Bismarck, North Dakota

 

December 22, 2001

 

 

Director

_________________ County Social Service Board

Name _____________________

 

_________________, North Dakota

Case No. __________________

 

 

 

On the basis of medical documentation and social information (SFN 451), this application for Aid to the Blind - Remedial Care is (Approved or Denied).

 

Submitted reports indicate that (applicant) age _____, meets the criteria for the Aid to the Blind - Remedial Care Program. The Aid to the Blind - Remedial Care is approved for the __________ eye only.
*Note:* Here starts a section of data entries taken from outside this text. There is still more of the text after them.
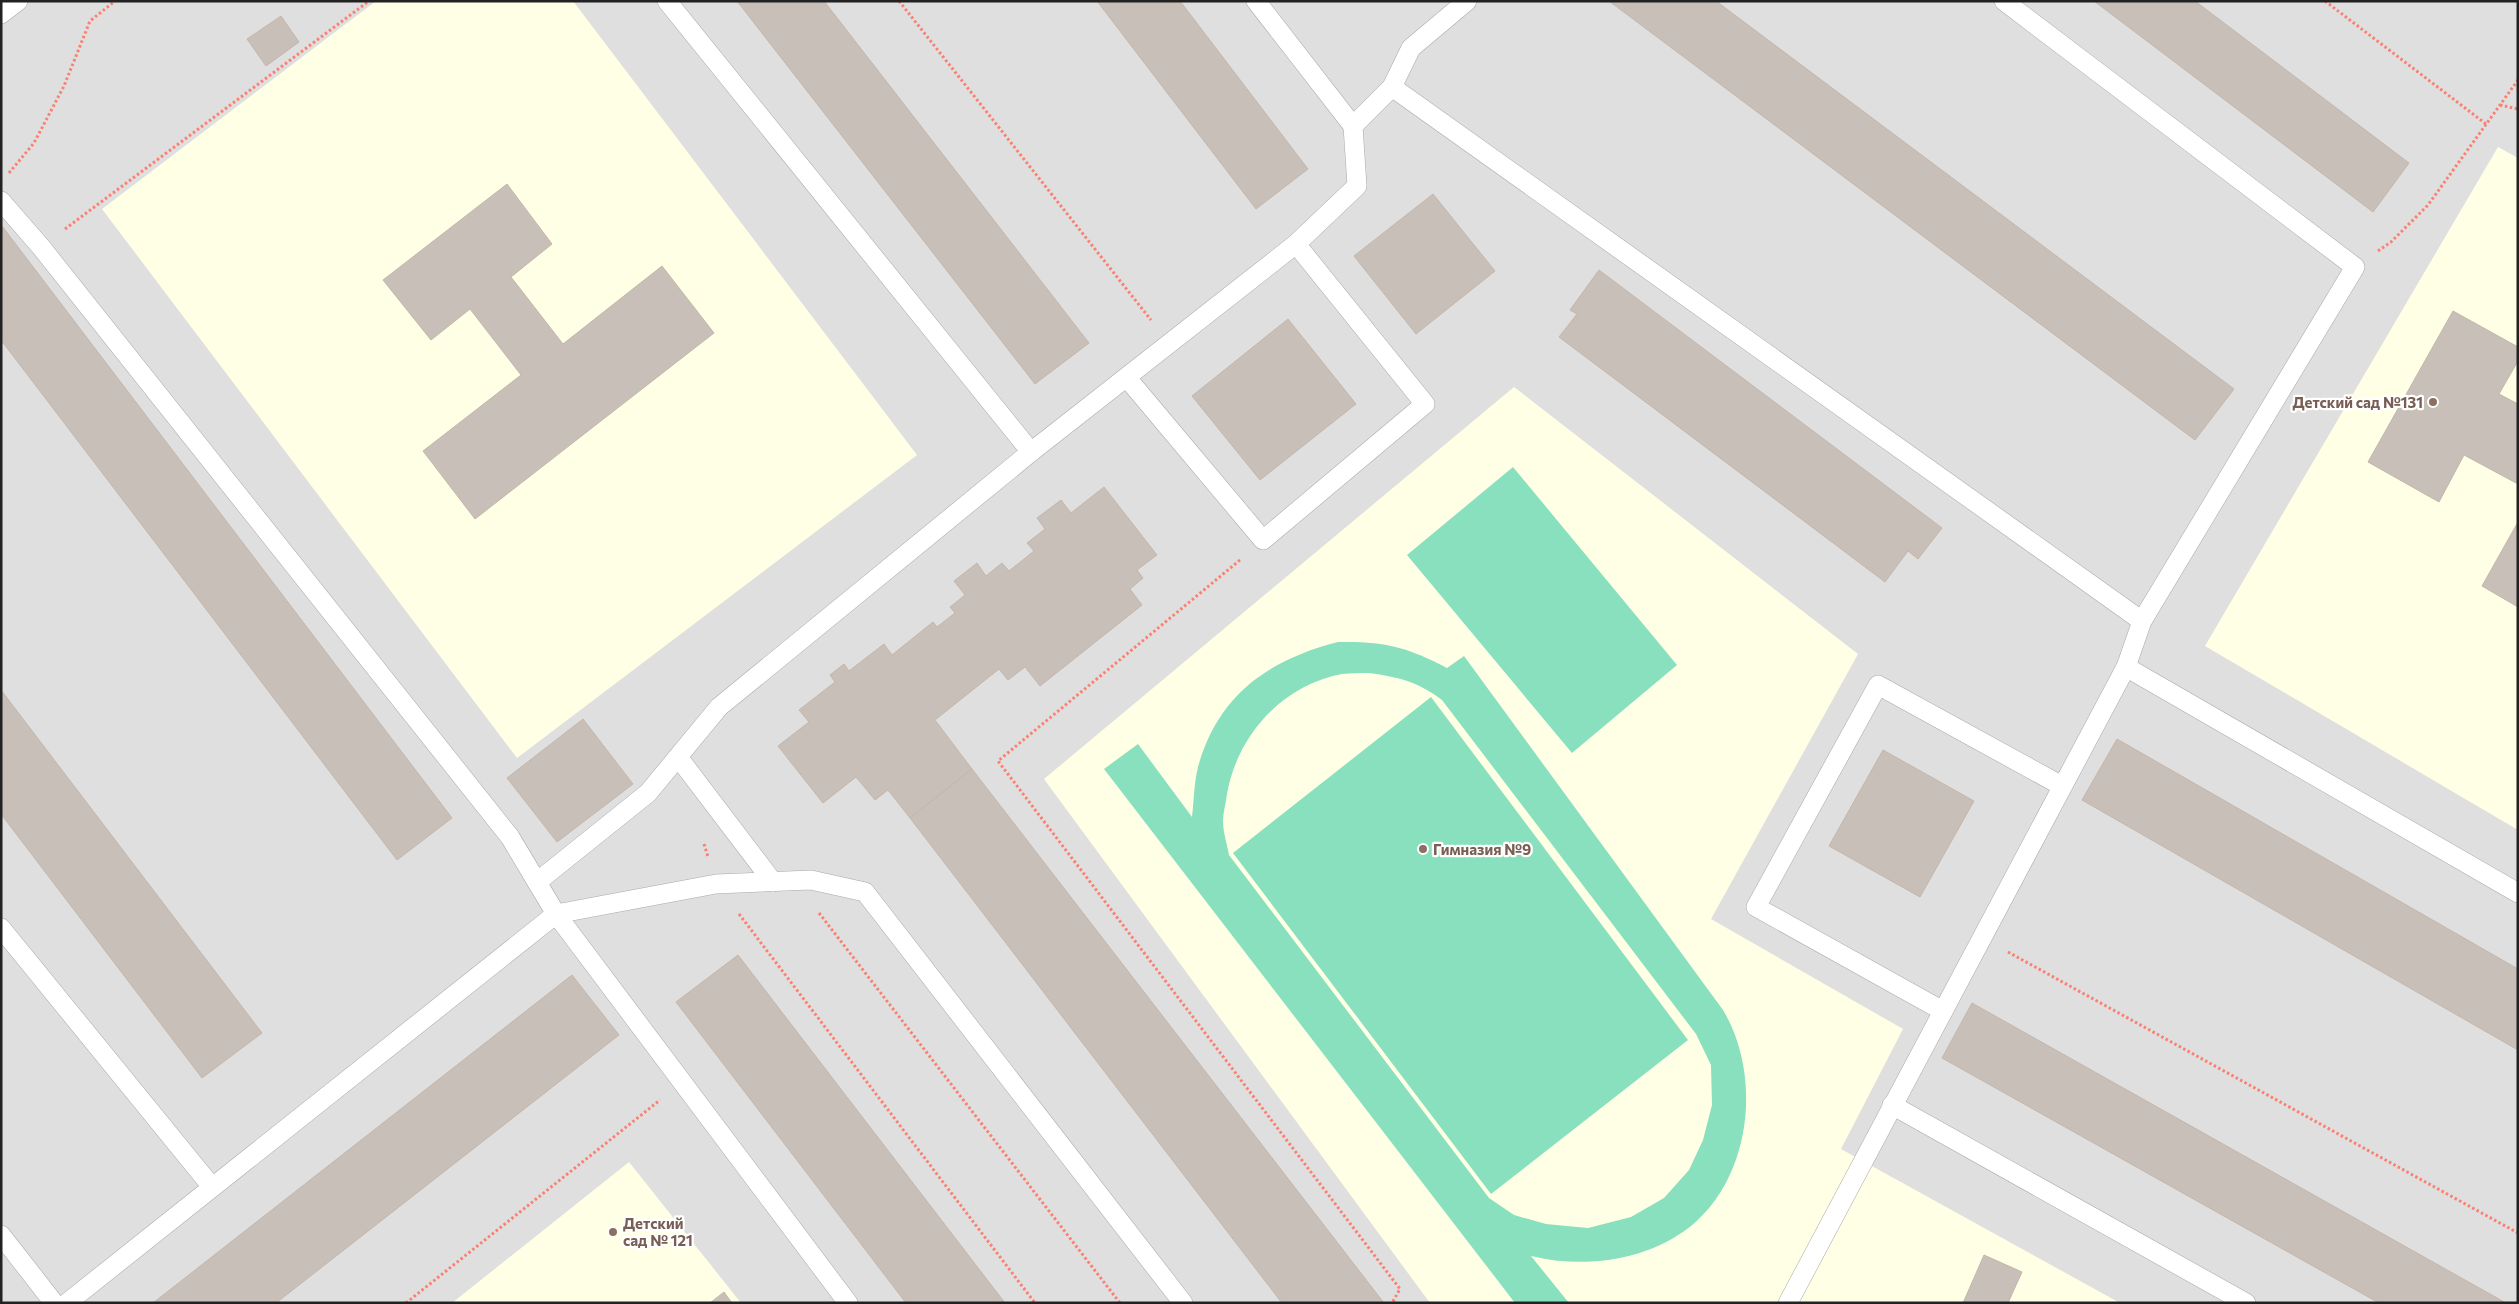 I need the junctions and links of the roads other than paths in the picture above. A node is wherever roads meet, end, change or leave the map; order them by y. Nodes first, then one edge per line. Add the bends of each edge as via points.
1 (18, 1) edge
2 (668, 1) edge
3 (1256, 1) edge
4 (1467, 1) edge
5 (2004, 1) edge
6 (1, 14) edge
7 (1392, 87) junction
8 (1354, 126) junction
9 (1, 201) edge
10 (1296, 244) junction
11 (1127, 378) junction
12 (1031, 452) junction
13 (2142, 621) junction
14 (2126, 667) junction
15 (678, 757) junction
16 (2062, 786) junction
17 (537, 882) junction
18 (773, 882) junction
19 (2518, 893) edge
20 (556, 914) junction
21 (1, 928) edge
22 (1942, 1011) junction
23 (1892, 1106) junction
24 (212, 1187) junction
25 (1, 1235) edge
26 (54, 1303) edge
27 (67, 1303) edge
28 (848, 1303) edge
29 (1182, 1303) edge
30 (1788, 1303) edge
31 (2246, 1303) edge

1 - 6 lane
2 - 12 lane
3 - 8 lane
4 - 7 lane via 1411,48
5 - 13 lane via 2355,268
7 - 8 lane
7 - 13 lane
8 - 10 lane via 1358,186
9 - 17 lane via 510,837
10 - 11 lane
10 - 11 lane via 1425,404 1263,540
11 - 12 lane
12 - 15 lane via 719,707
13 - 14 lane
14 - 16 lane
14 - 19 lane
15 - 17 lane via 648,792
15 - 18 lane
16 - 22 lane
16 - 22 lane via 1878,685 1756,907
17 - 20 lane
18 - 20 lane via 716,884
18 - 29 lane via 811,880 865,892
20 - 24 lane
20 - 28 lane
21 - 24 lane
22 - 23 lane
23 - 30 lane
23 - 31 lane
24 - 27 lane
25 - 26 lane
A new medical report from the ophthalmologist will be required before approval for the ______ eye will be granted.

 

Please request the necessary authorizations from Public Assistance, ND Department of Human Services, Third Floor Judicial Wing, 600 East Boulevard Avenue, Bismarck, ND 58505-0250. Medical coverage is limited to the emergency eye condition and necessary preoperative care, such as x-rays and laboratory services. When authorizations are requested, please indicate if there is any recipient liability.

 

NOTE: MEDICAL ELIGIBILITY BEGINS

 

Enclosed please find a copy of the eligibility report approved by Dr. Henry L. Reichert, Jr., State Supervising Ophthalmologist.